__Exercise details__
For each line in the data that includes "Fuxing", make a copy.
*** Opening of Source data ***
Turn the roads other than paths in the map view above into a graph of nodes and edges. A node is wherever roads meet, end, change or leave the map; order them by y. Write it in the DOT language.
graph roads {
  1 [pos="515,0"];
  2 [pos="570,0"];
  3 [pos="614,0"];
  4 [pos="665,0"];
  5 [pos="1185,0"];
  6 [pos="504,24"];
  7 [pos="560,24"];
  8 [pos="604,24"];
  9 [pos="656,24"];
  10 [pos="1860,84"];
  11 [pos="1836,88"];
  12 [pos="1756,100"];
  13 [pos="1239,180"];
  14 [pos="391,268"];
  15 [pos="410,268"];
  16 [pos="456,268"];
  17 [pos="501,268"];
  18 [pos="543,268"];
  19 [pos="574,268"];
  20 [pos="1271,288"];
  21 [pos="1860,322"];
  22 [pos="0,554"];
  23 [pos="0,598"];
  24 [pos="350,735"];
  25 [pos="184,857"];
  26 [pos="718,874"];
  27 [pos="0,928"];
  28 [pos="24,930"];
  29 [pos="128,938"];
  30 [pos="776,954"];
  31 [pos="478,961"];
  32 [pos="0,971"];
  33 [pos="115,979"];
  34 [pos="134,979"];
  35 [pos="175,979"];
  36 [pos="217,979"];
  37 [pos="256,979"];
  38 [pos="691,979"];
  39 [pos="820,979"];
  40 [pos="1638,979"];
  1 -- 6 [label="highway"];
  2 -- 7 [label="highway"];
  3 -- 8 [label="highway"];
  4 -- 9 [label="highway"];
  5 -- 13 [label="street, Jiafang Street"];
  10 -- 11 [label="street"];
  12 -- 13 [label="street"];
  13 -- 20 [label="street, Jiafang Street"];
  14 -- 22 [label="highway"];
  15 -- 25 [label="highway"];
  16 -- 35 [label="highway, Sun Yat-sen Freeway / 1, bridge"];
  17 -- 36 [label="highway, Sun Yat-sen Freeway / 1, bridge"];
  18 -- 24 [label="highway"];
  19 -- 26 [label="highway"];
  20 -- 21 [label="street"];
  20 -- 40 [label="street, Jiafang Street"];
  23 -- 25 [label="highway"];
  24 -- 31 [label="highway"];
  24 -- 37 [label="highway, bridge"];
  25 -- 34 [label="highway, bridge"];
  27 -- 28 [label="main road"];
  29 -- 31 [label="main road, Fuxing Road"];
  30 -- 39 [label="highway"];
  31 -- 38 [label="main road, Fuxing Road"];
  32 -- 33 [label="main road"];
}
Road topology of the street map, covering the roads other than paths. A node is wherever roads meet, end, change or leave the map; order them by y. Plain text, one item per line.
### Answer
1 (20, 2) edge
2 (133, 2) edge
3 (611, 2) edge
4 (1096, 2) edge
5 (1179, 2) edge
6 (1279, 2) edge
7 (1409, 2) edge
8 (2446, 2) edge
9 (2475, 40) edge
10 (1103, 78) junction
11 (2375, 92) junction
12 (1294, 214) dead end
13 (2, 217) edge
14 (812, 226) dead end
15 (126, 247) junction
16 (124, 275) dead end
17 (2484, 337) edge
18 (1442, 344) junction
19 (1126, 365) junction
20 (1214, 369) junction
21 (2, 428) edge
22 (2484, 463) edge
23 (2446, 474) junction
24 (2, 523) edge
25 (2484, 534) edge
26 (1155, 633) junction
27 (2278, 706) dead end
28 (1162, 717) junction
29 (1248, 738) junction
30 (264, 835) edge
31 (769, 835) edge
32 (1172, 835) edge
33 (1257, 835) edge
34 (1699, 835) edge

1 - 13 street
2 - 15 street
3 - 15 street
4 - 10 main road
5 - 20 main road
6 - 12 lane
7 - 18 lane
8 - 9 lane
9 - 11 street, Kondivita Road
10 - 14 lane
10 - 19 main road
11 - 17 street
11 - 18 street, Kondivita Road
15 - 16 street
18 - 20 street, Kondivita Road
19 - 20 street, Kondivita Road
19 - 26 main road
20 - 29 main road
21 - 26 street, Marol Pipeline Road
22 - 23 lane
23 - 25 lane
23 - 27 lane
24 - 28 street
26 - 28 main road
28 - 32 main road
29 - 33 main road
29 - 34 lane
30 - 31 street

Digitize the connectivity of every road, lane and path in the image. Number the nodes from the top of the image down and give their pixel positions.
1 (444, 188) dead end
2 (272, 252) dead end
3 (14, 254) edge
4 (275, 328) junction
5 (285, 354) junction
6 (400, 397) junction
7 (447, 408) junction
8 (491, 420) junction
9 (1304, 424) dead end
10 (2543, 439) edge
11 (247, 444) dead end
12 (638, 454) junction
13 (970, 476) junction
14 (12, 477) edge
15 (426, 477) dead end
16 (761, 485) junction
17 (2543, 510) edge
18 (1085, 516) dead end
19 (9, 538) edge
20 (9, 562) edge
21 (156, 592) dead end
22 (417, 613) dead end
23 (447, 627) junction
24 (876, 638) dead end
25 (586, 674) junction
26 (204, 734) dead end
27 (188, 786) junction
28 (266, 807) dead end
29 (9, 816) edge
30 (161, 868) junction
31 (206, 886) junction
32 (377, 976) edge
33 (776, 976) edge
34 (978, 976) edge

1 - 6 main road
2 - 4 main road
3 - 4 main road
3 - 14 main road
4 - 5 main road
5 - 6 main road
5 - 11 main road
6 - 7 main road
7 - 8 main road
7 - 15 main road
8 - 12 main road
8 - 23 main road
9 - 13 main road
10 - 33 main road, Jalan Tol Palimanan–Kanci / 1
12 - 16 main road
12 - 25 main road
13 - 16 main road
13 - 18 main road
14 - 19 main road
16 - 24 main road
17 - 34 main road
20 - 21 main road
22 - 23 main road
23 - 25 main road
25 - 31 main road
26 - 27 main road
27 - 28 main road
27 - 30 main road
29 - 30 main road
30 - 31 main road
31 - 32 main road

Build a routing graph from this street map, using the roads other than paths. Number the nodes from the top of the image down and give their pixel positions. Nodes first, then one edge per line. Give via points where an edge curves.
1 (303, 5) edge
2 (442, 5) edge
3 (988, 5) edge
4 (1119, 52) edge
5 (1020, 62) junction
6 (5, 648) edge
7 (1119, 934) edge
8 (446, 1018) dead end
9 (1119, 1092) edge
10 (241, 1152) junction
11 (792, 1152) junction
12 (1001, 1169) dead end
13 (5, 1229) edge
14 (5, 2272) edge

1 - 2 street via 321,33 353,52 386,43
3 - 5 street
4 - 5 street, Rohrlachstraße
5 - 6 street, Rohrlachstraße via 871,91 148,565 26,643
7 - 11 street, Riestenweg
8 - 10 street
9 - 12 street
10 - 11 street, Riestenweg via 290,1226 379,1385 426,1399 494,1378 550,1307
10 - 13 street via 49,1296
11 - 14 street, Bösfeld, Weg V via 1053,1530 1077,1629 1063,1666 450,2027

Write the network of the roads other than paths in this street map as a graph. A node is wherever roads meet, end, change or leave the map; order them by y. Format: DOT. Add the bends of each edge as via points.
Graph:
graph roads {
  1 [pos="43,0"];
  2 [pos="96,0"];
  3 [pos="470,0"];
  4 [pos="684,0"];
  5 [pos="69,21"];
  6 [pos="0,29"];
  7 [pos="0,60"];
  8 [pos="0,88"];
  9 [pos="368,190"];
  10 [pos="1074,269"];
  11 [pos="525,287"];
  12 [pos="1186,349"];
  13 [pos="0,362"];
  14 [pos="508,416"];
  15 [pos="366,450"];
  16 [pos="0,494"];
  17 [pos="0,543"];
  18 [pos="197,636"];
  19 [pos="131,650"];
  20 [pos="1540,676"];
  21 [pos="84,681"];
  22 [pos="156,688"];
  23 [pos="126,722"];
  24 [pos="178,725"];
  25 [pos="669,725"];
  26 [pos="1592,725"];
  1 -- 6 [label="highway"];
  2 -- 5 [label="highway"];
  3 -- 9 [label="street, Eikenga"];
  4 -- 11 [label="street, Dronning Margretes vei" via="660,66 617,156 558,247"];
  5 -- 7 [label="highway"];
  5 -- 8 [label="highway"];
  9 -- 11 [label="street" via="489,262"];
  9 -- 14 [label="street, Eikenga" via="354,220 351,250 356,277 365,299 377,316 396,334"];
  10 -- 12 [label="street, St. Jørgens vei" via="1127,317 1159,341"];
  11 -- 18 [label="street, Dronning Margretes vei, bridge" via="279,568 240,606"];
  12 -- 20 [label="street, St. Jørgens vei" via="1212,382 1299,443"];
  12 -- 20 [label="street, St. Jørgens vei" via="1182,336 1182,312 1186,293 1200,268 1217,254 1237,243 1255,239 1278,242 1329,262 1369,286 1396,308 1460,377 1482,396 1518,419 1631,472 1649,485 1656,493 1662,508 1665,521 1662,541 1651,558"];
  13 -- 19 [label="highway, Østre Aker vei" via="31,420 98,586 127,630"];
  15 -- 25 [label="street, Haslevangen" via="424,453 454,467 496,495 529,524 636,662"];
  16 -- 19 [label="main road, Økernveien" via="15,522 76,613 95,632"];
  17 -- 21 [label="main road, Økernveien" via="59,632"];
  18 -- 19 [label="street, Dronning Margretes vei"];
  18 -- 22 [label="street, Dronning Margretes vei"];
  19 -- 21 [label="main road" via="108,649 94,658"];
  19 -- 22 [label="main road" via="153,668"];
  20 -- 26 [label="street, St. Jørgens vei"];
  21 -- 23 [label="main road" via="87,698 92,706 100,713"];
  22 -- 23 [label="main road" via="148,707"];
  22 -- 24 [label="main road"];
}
*** Close of Source data ***
__Output for this task__
  29 -- 31 [label="main road, Fuxing Road"];
  31 -- 38 [label="main road, Fuxing Road"];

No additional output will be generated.